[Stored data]
┄┄┄┄┄┄┄┄┄┄┄┄┄┄┄┄┄┄┄┄

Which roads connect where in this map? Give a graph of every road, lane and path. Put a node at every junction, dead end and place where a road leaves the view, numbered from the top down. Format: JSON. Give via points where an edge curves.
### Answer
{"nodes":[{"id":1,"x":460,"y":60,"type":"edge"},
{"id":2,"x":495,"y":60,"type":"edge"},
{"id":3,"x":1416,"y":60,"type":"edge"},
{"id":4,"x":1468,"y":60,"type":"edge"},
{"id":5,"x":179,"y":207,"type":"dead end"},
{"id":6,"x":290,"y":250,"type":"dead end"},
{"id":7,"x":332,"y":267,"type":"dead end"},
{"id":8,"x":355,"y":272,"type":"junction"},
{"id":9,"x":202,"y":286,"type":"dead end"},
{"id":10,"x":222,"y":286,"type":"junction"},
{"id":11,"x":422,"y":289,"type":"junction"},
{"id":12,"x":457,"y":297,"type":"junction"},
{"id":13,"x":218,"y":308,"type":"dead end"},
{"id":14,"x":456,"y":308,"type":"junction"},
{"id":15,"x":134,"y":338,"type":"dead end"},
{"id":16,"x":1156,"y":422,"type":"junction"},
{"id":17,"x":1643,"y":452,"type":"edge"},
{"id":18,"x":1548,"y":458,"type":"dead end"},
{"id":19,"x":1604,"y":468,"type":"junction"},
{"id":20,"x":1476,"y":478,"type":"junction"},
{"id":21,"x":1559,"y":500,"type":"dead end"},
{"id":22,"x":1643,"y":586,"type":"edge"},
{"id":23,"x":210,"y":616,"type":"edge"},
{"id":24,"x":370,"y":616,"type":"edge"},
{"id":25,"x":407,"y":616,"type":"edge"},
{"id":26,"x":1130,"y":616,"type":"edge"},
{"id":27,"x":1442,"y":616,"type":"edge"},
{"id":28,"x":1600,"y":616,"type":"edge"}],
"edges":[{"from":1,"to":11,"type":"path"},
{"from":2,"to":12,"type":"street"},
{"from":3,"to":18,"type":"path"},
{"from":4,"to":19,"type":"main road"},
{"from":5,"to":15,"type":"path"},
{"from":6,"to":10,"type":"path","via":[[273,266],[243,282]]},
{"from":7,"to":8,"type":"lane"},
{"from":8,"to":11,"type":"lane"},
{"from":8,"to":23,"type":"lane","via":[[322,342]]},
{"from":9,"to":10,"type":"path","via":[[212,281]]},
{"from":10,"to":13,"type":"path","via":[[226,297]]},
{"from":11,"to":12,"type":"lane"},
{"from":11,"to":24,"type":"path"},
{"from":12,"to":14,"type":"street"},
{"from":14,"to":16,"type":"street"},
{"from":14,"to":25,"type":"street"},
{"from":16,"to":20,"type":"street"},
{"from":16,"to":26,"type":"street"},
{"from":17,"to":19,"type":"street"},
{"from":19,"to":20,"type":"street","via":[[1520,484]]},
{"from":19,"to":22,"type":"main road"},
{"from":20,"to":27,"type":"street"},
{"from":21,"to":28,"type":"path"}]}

┄┄┄┄┄┄┄┄┄┄┄┄┄┄┄┄┄┄┄┄

■ **Problem requirements**: Every entry is to be restated word for word.

■ **Response**:
Which roads connect where in this map? Give a graph of every road, lane and path. Put a node at every junction, dead end and place where a road leaves the view, numbered from the top down. Format: JSON. Give via points where an edge curves.
### Answer
{"nodes":[{"id":1,"x":460,"y":60,"type":"edge"},
{"id":2,"x":495,"y":60,"type":"edge"},
{"id":3,"x":1416,"y":60,"type":"edge"},
{"id":4,"x":1468,"y":60,"type":"edge"},
{"id":5,"x":179,"y":207,"type":"dead end"},
{"id":6,"x":290,"y":250,"type":"dead end"},
{"id":7,"x":332,"y":267,"type":"dead end"},
{"id":8,"x":355,"y":272,"type":"junction"},
{"id":9,"x":202,"y":286,"type":"dead end"},
{"id":10,"x":222,"y":286,"type":"junction"},
{"id":11,"x":422,"y":289,"type":"junction"},
{"id":12,"x":457,"y":297,"type":"junction"},
{"id":13,"x":218,"y":308,"type":"dead end"},
{"id":14,"x":456,"y":308,"type":"junction"},
{"id":15,"x":134,"y":338,"type":"dead end"},
{"id":16,"x":1156,"y":422,"type":"junction"},
{"id":17,"x":1643,"y":452,"type":"edge"},
{"id":18,"x":1548,"y":458,"type":"dead end"},
{"id":19,"x":1604,"y":468,"type":"junction"},
{"id":20,"x":1476,"y":478,"type":"junction"},
{"id":21,"x":1559,"y":500,"type":"dead end"},
{"id":22,"x":1643,"y":586,"type":"edge"},
{"id":23,"x":210,"y":616,"type":"edge"},
{"id":24,"x":370,"y":616,"type":"edge"},
{"id":25,"x":407,"y":616,"type":"edge"},
{"id":26,"x":1130,"y":616,"type":"edge"},
{"id":27,"x":1442,"y":616,"type":"edge"},
{"id":28,"x":1600,"y":616,"type":"edge"}],
"edges":[{"from":1,"to":11,"type":"path"},
{"from":2,"to":12,"type":"street"},
{"from":3,"to":18,"type":"path"},
{"from":4,"to":19,"type":"main road"},
{"from":5,"to":15,"type":"path"},
{"from":6,"to":10,"type":"path","via":[[273,266],[243,282]]},
{"from":7,"to":8,"type":"lane"},
{"from":8,"to":11,"type":"lane"},
{"from":8,"to":23,"type":"lane","via":[[322,342]]},
{"from":9,"to":10,"type":"path","via":[[212,281]]},
{"from":10,"to":13,"type":"path","via":[[226,297]]},
{"from":11,"to":12,"type":"lane"},
{"from":11,"to":24,"type":"path"},
{"from":12,"to":14,"type":"street"},
{"from":14,"to":16,"type":"street"},
{"from":14,"to":25,"type":"street"},
{"from":16,"to":20,"type":"street"},
{"from":16,"to":26,"type":"street"},
{"from":17,"to":19,"type":"street"},
{"from":19,"to":20,"type":"street","via":[[1520,484]]},
{"from":19,"to":22,"type":"main road"},
{"from":20,"to":27,"type":"street"},
{"from":21,"to":28,"type":"path"}]}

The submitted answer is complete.